Files
awoooi/docs/security/SOURCE-CONTROL-PRIMARY-READINESS-GATE.md

4.5 KiB
Raw Blame History

GitHub Primary Readiness Gate

項目 內容
日期 2026-05-17
狀態 草案blocked by default
Schema docs/schemas/source_control_primary_readiness_gate_v1.schema.json
Snapshot docs/security/source-control-primary-readiness-gate.snapshot.json
Rollback ADR docs/security/source-control-primary-rollback-adr.snapshot.json
GitHub target owner response docs/security/GITHUB-TARGET-OWNER-DECISION-RESPONSE.md
Ref truth owner response docs/security/SOURCE-CONTROL-REF-TRUTH-OWNER-RESPONSE.md
模式 primary_readiness_gate_only
runtime 執行授權 false

0. 核心結論

source_control_primary_readiness_gate_v1 是 S4.0 的 GitHub primary readiness gate 草案。

它只回答一件事:如果長期方向要把 Gitea 降成本地 mirror / fallback並把 GitHub 做成 primaryAwoooP 在任何切換前必須看到哪些 parity、owner、rollback 與人工批准 evidence。

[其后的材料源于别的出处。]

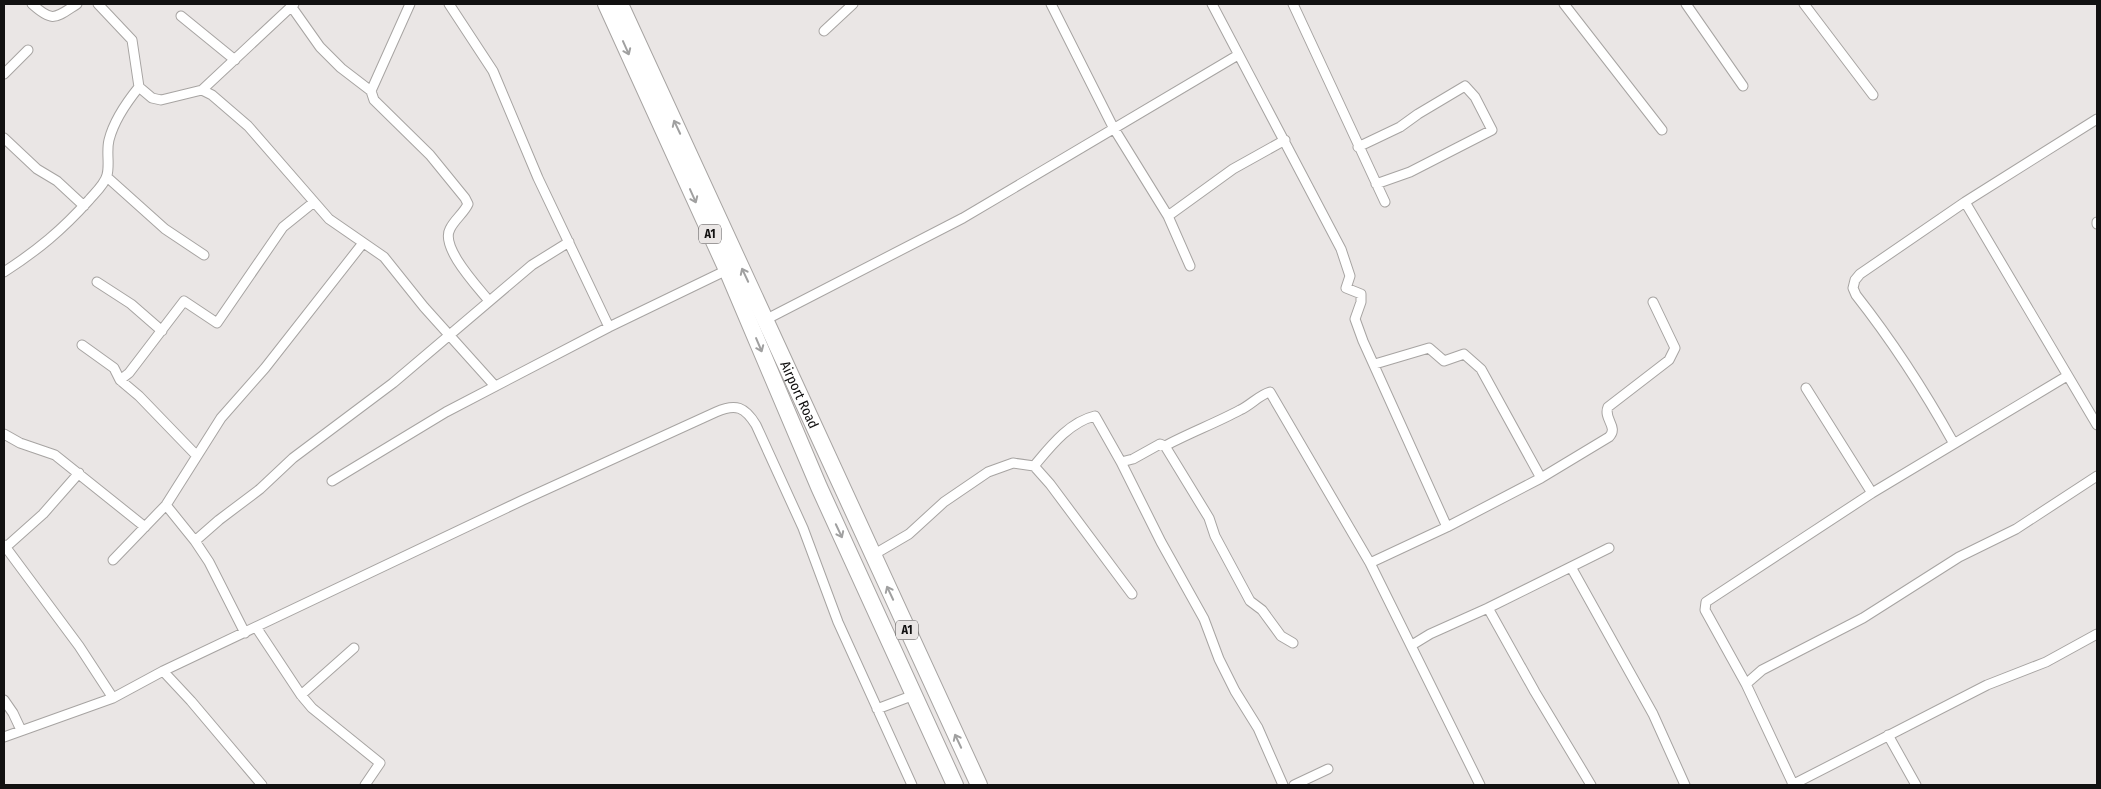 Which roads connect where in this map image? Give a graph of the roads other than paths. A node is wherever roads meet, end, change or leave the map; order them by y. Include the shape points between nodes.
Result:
1 (32, 4) edge
2 (77, 4) edge
3 (98, 4) edge
4 (410, 4) edge
5 (449, 4) edge
6 (606, 4) edge
7 (620, 4) edge
8 (853, 4) edge
9 (1051, 4) edge
10 (1212, 4) edge
11 (1292, 4) edge
12 (1564, 4) edge
13 (1686, 4) edge
14 (1804, 4) edge
15 (292, 5) edge
16 (181, 16) dead end
17 (824, 31) dead end
18 (28, 50) dead end
19 (1238, 55) junction
20 (235, 60) junction
21 (4, 74) edge
22 (1743, 86) dead end
23 (139, 87) junction
24 (202, 90) junction
25 (371, 91) junction
26 (1873, 95) dead end
27 (2097, 119) edge
28 (1113, 127) junction
29 (1662, 130) dead end
30 (4, 138) edge
31 (1285, 140) junction
32 (1358, 147) junction
33 (107, 177) junction
34 (1376, 184) junction
35 (314, 202) junction
36 (1385, 202) dead end
37 (1965, 202) junction
38 (84, 206) junction
39 (1168, 216) junction
40 (569, 242) junction
41 (363, 243) junction
42 (204, 255) dead end
43 (1190, 266) dead end
44 (727, 270) junction
45 (4, 272) edge
46 (97, 282) dead end
47 (489, 301) junction
48 (1653, 302) dead end
49 (765, 320) junction
50 (609, 327) junction
51 (162, 331) junction
52 (449, 336) junction
53 (82, 345) dead end
54 (1375, 364) junction
55 (2067, 376) junction
56 (120, 380) junction
57 (494, 386) junction
58 (1806, 388) dead end
59 (2097, 423) edge
60 (4, 434) edge
61 (1953, 442) junction
62 (1165, 446) junction
63 (197, 456) junction
64 (1121, 462) junction
65 (1034, 466) junction
66 (79, 473) junction
67 (2097, 476) edge
68 (1541, 478) junction
69 (332, 482) dead end
70 (1872, 493) junction
71 (166, 505) junction
72 (145, 527) junction
73 (1448, 527) junction
74 (195, 540) junction
75 (5, 546) edge
76 (1609, 548) dead end
77 (873, 555) junction
78 (113, 560) dead end
79 (1370, 563) junction
80 (1571, 567) junction
81 (1132, 594) dead end
82 (1488, 608) junction
83 (256, 627) junction
84 (245, 632) junction
85 (2097, 634) edge
86 (1293, 643) dead end
87 (1412, 645) junction
88 (354, 648) dead end
89 (163, 671) junction
90 (1746, 684) junction
91 (301, 695) junction
92 (914, 695) junction
93 (113, 698) junction
94 (4, 700) edge
95 (877, 709) junction
96 (21, 730) junction
97 (1888, 735) junction
98 (4, 737) edge
99 (1328, 769) dead end
100 (1798, 784) edge
101 (262, 785) edge
102 (366, 785) edge
103 (912, 785) edge
104 (955, 785) edge
105 (979, 785) edge
106 (1283, 785) edge
107 (1294, 785) edge
108 (1480, 785) edge
109 (1591, 785) edge
110 (1685, 785) edge
111 (1916, 785) edge

1 - 2 street via 47,16 55,17
3 - 23 street via 132,40
4 - 25 street
5 - 40 street via 493,71
6 -> 44 highway, Airport Road / A1
49 -> 7 highway, Airport Road / A1
8 - 17 street
9 - 28 street
10 - 19 street
11 - 32 street
12 - 29 street
13 - 22 street
14 - 26 street
15 - 20 street
15 - 25 street via 320,47
16 - 20 street
18 - 21 street
19 - 28 street
19 - 31 street
20 - 24 street
23 - 24 street via 152,98 161,100
23 - 33 street via 113,127 108,142
24 - 35 street via 248,126
25 - 47 street via 374,100 430,155 468,204 450,229 447,240 452,252
27 - 37 street
28 - 39 street
28 - 49 street via 963,218
30 - 38 street
31 - 39 street via 1232,168
31 - 54 street via 1341,249 1350,276 1346,288 1361,294 1355,319
32 - 34 street
32 - 34 street via 1400,127 1465,86 1475,97 1492,130 1410,172
33 - 38 street
33 - 42 street via 165,229
34 - 36 street
35 - 41 street via 329,218
35 - 51 street via 283,227 217,323 184,301
37 - 55 street
37 - 61 street via 1860,274 1853,288 1894,343
38 - 45 street via 45,244
39 - 43 street
40 - 47 street via 532,265
40 - 50 street
41 - 52 street via 384,257
41 - 63 street via 265,368 221,418
44 - 50 street
44 -> 92 highway, Airport Road / A1 via 819,487
46 - 51 street via 131,304
47 - 52 street
48 - 68 street via 1675,348 1674,354 1608,408 1607,417 1613,434
49 - 77 highway, Airport Road / A1
50 - 57 street
51 - 56 street
52 - 57 street
52 - 74 street
53 - 56 street via 114,368
54 - 68 street via 1429,348 1444,361 1464,354 1481,369
54 - 73 street
55 - 59 street
55 - 61 street
56 - 63 street
57 - 69 street
58 - 70 street
60 - 66 street via 55,455
61 - 70 street
62 - 64 street via 1160,444
62 - 79 street via 1229,416 1270,392
62 - 86 street via 1209,518 1215,536 1250,601 1262,610 1281,636
63 - 71 street
64 - 65 street via 1095,416 1083,419 1062,435
64 - 106 street via 1204,619 1219,660 1258,728
65 - 77 street via 1013,463 988,472 944,502 909,534
65 - 81 street
66 - 72 street
66 - 75 street via 43,514
67 - 90 street via 2016,529 1959,557 1863,618 1762,670
68 - 73 street
70 - 90 street via 1706,602 1705,610
71 - 72 street
71 - 74 street
72 - 78 street
73 - 79 street
74 - 84 street via 210,562
75 - 93 street
76 - 80 street
105 -> 77 highway, Airport Road / A1
79 - 87 street
80 - 82 street
80 - 110 street via 1653,714
82 - 87 street
82 - 109 street
83 - 84 street
83 - 91 street
83 - 95 street via 567,480 726,407 735,407 750,415 756,425 803,528 838,622
84 - 89 street
85 - 97 street via 2046,662 1987,685
87 - 108 street
88 - 91 street
89 - 93 street
89 - 101 street
90 - 100 street
91 - 102 street via 339,732 380,763
92 - 95 street
92 - 104 highway, Airport Road / A1
93 - 96 street
94 - 96 street
95 - 103 street
96 - 98 street
97 - 100 street
97 - 111 street
99 - 107 street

它不是 cutover plan也不是 refs sync plan。目前 primary_ready_count=0github_primary_switch_authorized=false

1. 目前狀態

指標 數量
Candidate repos 8
In-scope repos 7
External scope review 1
Primary ready 0
Blocked in-scope 7
Approval required 7

2. 全域 Gate

Gate 目前狀態 說明
Gitea authenticated inventory blocked private/internal 全量 repo list 尚未完成S4.7 owner coverage attestation 與 S4.9 owner response 仍未收到
refs truth / branch-tag parity blocked 3 個 mapped repos 仍有 refs driftS4.11 已補 refs truth owner response 收件包received / accepted response 皆為 0
workflow / runner / secret name parity missing evidence S4.1 已建立 inventory 契約;尚未有實際 redacted workflow、webhook、runner、secret 名稱 snapshot
owner / visibility / canonical pending review 7 個 in-scope targets 仍需人工決策S4.10 已補 owner response 收件包received / accepted response 皆為 0
rollback ADR pending review S4.4 已建立 rollback ADR 草案7 個 in-scope repos 仍需 owner approval、dry-run 與 validation window

3. AwoooP 可做

  1. 顯示每個 repo 的 readiness state、blockers 與 evidence refs。
  2. 顯示 primary_ready_count=0
  3. 將 7 個 in-scope repos 維持在 approval / review lane。
  4. 顯示哪些 evidence 仍缺Gitea authenticated inventory、S4.7 owner coverage attestation、S4.9 owner response、S4.11 refs truth owner response、workflow/runner/secret name inventory、rollback ADR。
  5. 連到 S4.10 github_target_owner_decision_response_v1 顯示 7 個 owner decision response templates、8 個 acceptance checks、10 個 rejection rules且 received / accepted response 皆為 0。
  6. 連到 S4.11 source_control_ref_truth_owner_response_v1 顯示 5 個 refs owner response templates、8 個 acceptance checks、10 個 rejection rules且 received / accepted response 皆為 0。
  7. 連到 source_control_workflow_secret_name_inventory_v1 顯示 8 個 candidate repos 的 inventory lane 缺口與 S4.2 local evidence只保存 secret 名稱與 owner不保存 value。
  8. 連到 source_control_primary_rollback_adr_v1 顯示 7 個 in-scope repos 的 rollback owner、trigger 與 validation window 草案。
  9. 把狀態寫入 Audit evidence 與 Operator Console。

4. AwoooP 不可做

  1. 不建立 GitHub repo。
  2. 不修改 repo visibility。
  3. 不 sync refs、不 delete refs、不 force push。
  4. 不切 GitHub primary。
  5. 不停用、刪除、封存或降級 Gitea repo。
  6. 不搬移或保存 secret value。
  7. 不顯示 repo、refs、primary switch 類 action button。

5. 階段定位

S4.0 只是把「切換前一定要看見什麼」先定義清楚。

S4.4 已補上 rollback ADR 草案,但它只是 owner review 的資料包不是切換批准。S4.7 已補上 Gitea coverage owner attestationS4.9 已補上 Gitea owner response 收件包S4.10 已補上 GitHub target owner decision response 收件包S4.11 已補上 refs truth owner response 收件包;它們只是 scope decision 與 response 驗收框架,不是 migration approval、repo creation approval、visibility change approval、refs sync approval、delete approval、force-push approval 或 primary approval。owner_approved_count=0dry_run_completed_count=0active_cutover_count=0

這讓長期回到 GitHub 的方向可以繼續往前,但仍維持低摩擦:目前只 mirror、只顯示、只留痕不執行。